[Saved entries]
◆ ◆ ◆ ◆ ◆
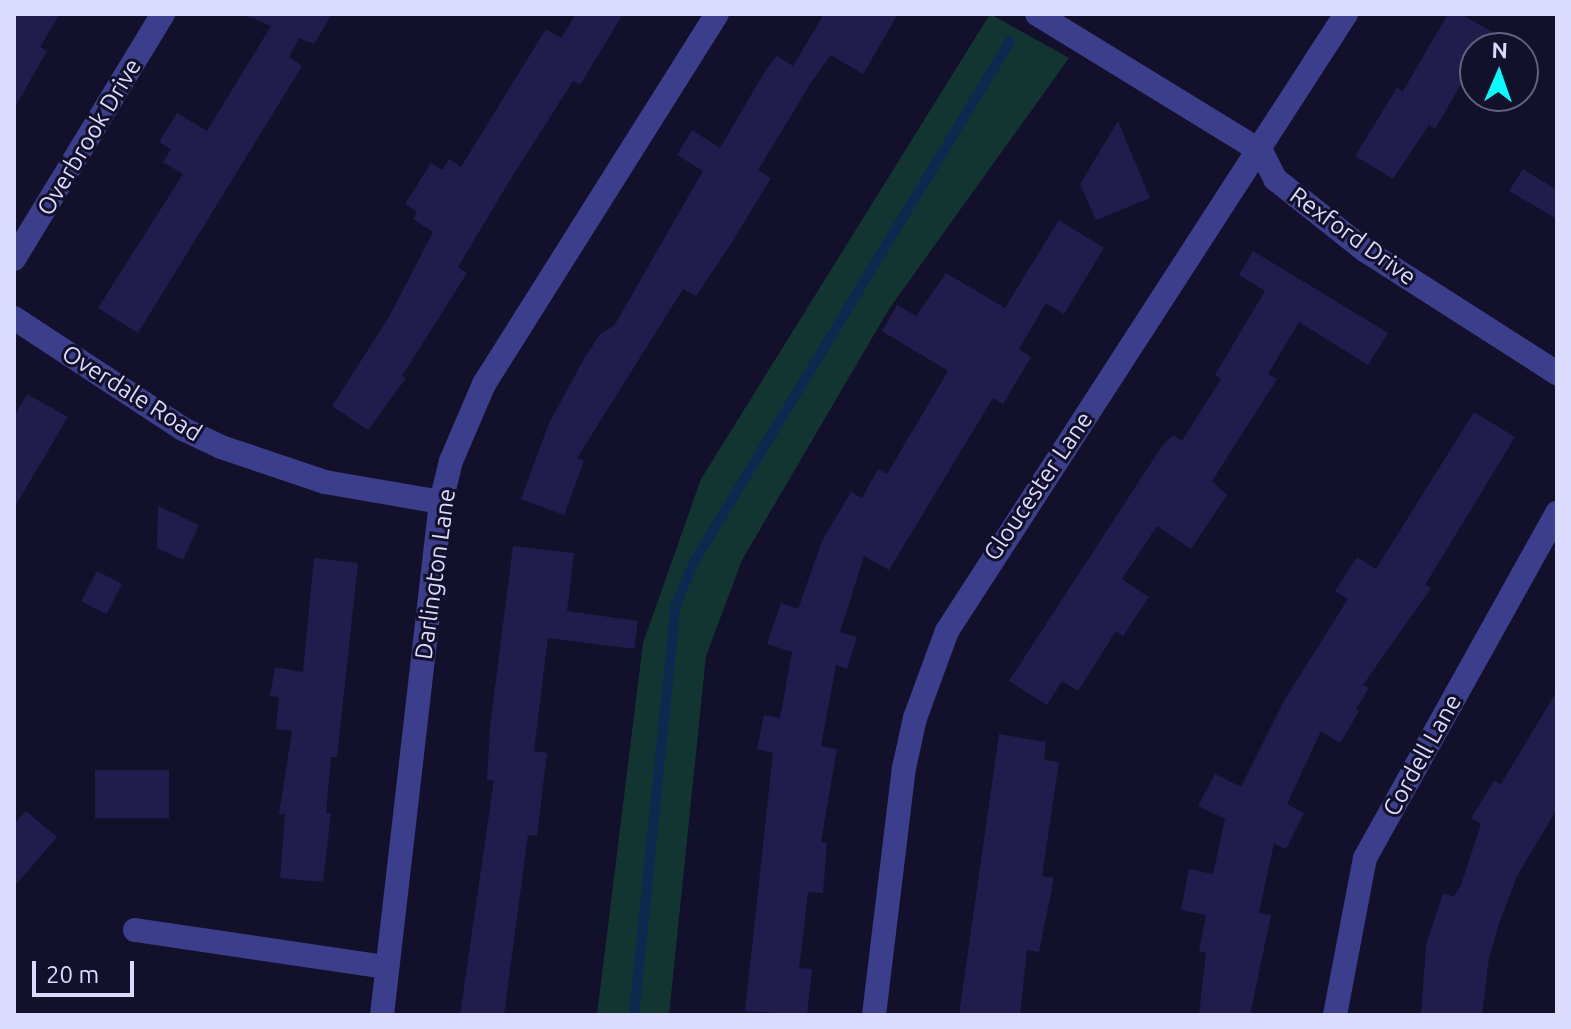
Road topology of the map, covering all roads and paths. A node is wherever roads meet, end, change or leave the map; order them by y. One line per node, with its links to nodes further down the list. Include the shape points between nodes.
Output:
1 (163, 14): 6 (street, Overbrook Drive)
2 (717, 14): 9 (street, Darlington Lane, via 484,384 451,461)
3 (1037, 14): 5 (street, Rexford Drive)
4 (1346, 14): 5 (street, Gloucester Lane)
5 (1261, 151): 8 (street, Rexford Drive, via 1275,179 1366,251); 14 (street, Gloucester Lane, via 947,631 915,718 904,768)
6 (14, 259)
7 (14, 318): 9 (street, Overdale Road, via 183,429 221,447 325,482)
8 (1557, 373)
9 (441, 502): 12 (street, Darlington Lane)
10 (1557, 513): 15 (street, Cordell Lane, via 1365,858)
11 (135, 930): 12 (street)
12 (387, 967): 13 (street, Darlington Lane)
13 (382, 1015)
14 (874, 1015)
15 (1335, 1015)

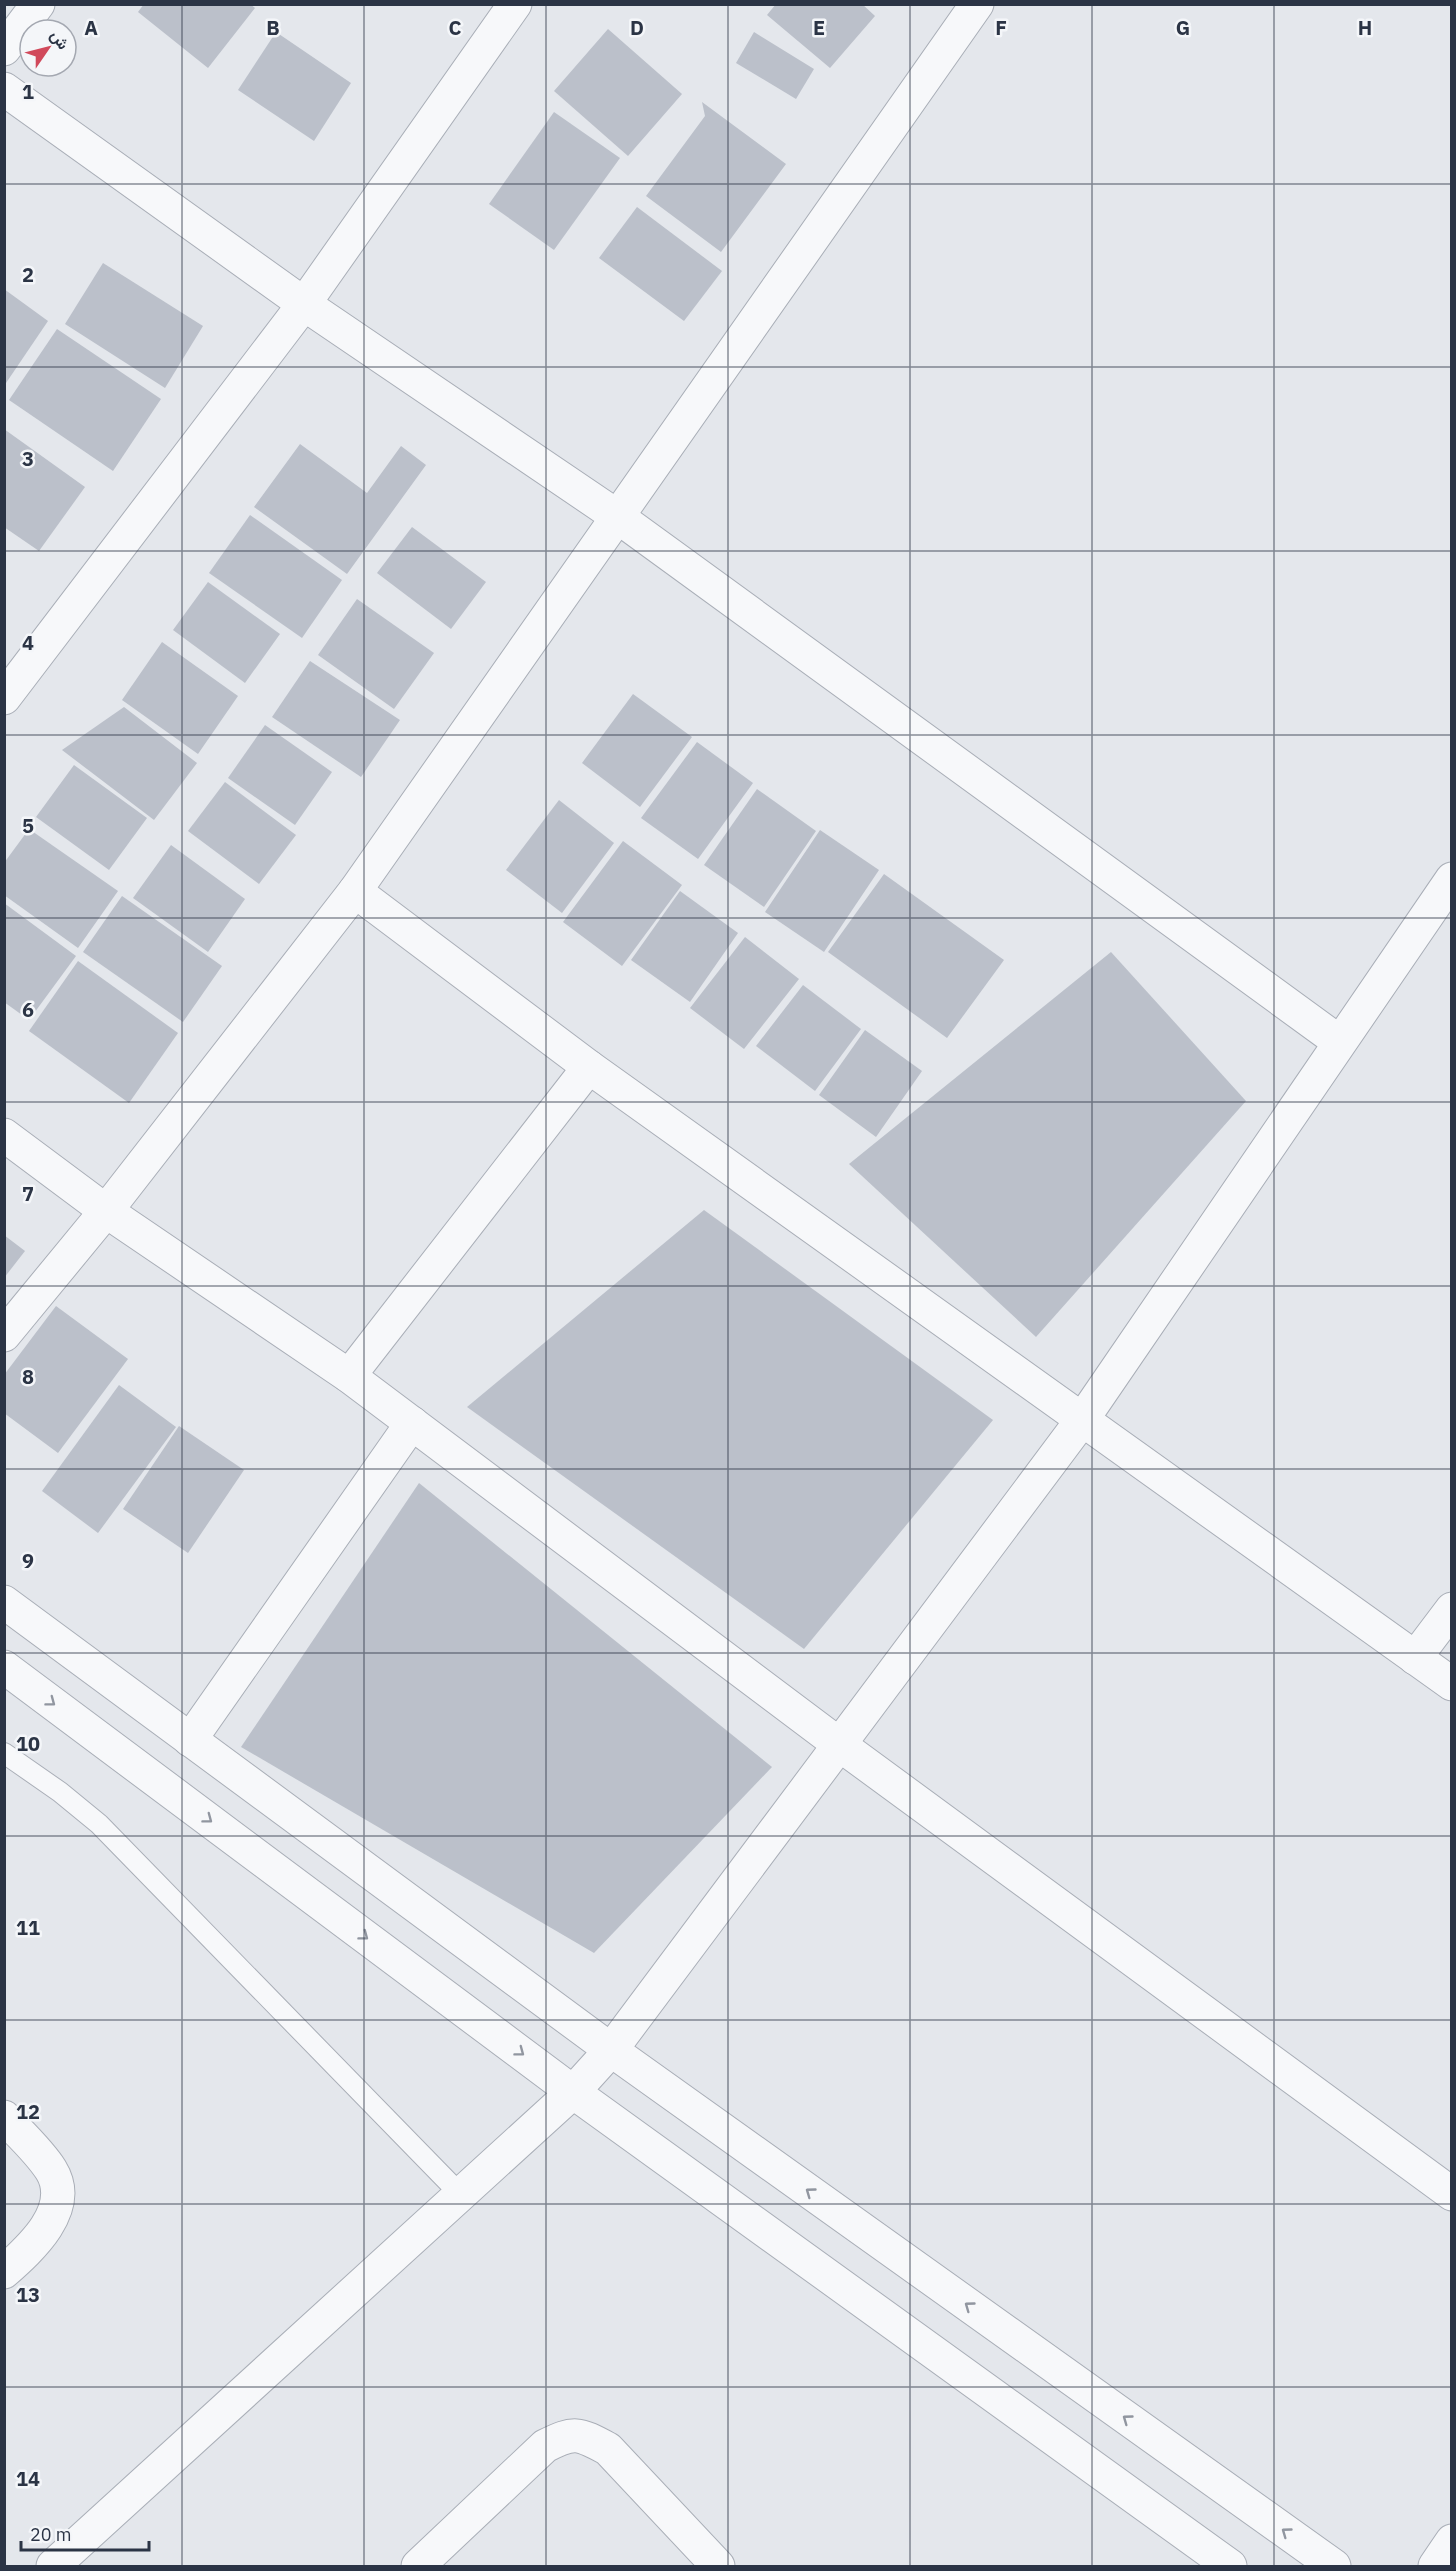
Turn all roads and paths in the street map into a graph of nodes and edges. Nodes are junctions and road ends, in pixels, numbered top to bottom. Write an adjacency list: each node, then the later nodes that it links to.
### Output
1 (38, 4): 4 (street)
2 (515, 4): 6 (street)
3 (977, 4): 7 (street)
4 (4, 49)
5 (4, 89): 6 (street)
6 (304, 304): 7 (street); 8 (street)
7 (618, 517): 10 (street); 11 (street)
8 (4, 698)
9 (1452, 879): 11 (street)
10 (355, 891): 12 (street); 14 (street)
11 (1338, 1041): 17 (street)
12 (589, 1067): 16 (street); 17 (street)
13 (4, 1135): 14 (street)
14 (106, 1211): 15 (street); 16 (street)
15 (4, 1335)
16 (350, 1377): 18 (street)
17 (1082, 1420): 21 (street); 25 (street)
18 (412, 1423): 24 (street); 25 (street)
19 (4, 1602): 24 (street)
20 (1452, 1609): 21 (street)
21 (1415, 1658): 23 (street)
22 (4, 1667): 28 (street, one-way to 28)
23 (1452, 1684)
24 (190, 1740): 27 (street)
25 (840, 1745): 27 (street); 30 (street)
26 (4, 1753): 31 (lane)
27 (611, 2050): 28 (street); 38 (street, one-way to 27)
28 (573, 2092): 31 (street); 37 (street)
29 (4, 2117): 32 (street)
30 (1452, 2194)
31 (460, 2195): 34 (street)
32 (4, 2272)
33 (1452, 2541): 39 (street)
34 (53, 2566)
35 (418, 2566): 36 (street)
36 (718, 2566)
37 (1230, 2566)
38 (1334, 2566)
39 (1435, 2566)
◆ ◆ ◆ ◆ ◆
What is required: None of the pictures belongs in the answer, but all the entries must be repeated exactly.

Output of the exercise:
Road topology of the map, covering all roads and paths. A node is wherever roads meet, end, change or leave the map; order them by y. One line per node, with its links to nodes further down the list. Include the shape points between nodes.
Output:
1 (163, 14): 6 (street, Overbrook Drive)
2 (717, 14): 9 (street, Darlington Lane, via 484,384 451,461)
3 (1037, 14): 5 (street, Rexford Drive)
4 (1346, 14): 5 (street, Gloucester Lane)
5 (1261, 151): 8 (street, Rexford Drive, via 1275,179 1366,251); 14 (street, Gloucester Lane, via 947,631 915,718 904,768)
6 (14, 259)
7 (14, 318): 9 (street, Overdale Road, via 183,429 221,447 325,482)
8 (1557, 373)
9 (441, 502): 12 (street, Darlington Lane)
10 (1557, 513): 15 (street, Cordell Lane, via 1365,858)
11 (135, 930): 12 (street)
12 (387, 967): 13 (street, Darlington Lane)
13 (382, 1015)
14 (874, 1015)
15 (1335, 1015)

Turn all roads and paths in the street map into a graph of nodes and edges. Nodes are junctions and road ends, in pixels, numbered top to bottom. Write an adjacency list: each node, then the later nodes that it links to.
### Output
1 (38, 4): 4 (street)
2 (515, 4): 6 (street)
3 (977, 4): 7 (street)
4 (4, 49)
5 (4, 89): 6 (street)
6 (304, 304): 7 (street); 8 (street)
7 (618, 517): 10 (street); 11 (street)
8 (4, 698)
9 (1452, 879): 11 (street)
10 (355, 891): 12 (street); 14 (street)
11 (1338, 1041): 17 (street)
12 (589, 1067): 16 (street); 17 (street)
13 (4, 1135): 14 (street)
14 (106, 1211): 15 (street); 16 (street)
15 (4, 1335)
16 (350, 1377): 18 (street)
17 (1082, 1420): 21 (street); 25 (street)
18 (412, 1423): 24 (street); 25 (street)
19 (4, 1602): 24 (street)
20 (1452, 1609): 21 (street)
21 (1415, 1658): 23 (street)
22 (4, 1667): 28 (street, one-way to 28)
23 (1452, 1684)
24 (190, 1740): 27 (street)
25 (840, 1745): 27 (street); 30 (street)
26 (4, 1753): 31 (lane)
27 (611, 2050): 28 (street); 38 (street, one-way to 27)
28 (573, 2092): 31 (street); 37 (street)
29 (4, 2117): 32 (street)
30 (1452, 2194)
31 (460, 2195): 34 (street)
32 (4, 2272)
33 (1452, 2541): 39 (street)
34 (53, 2566)
35 (418, 2566): 36 (street)
36 (718, 2566)
37 (1230, 2566)
38 (1334, 2566)
39 (1435, 2566)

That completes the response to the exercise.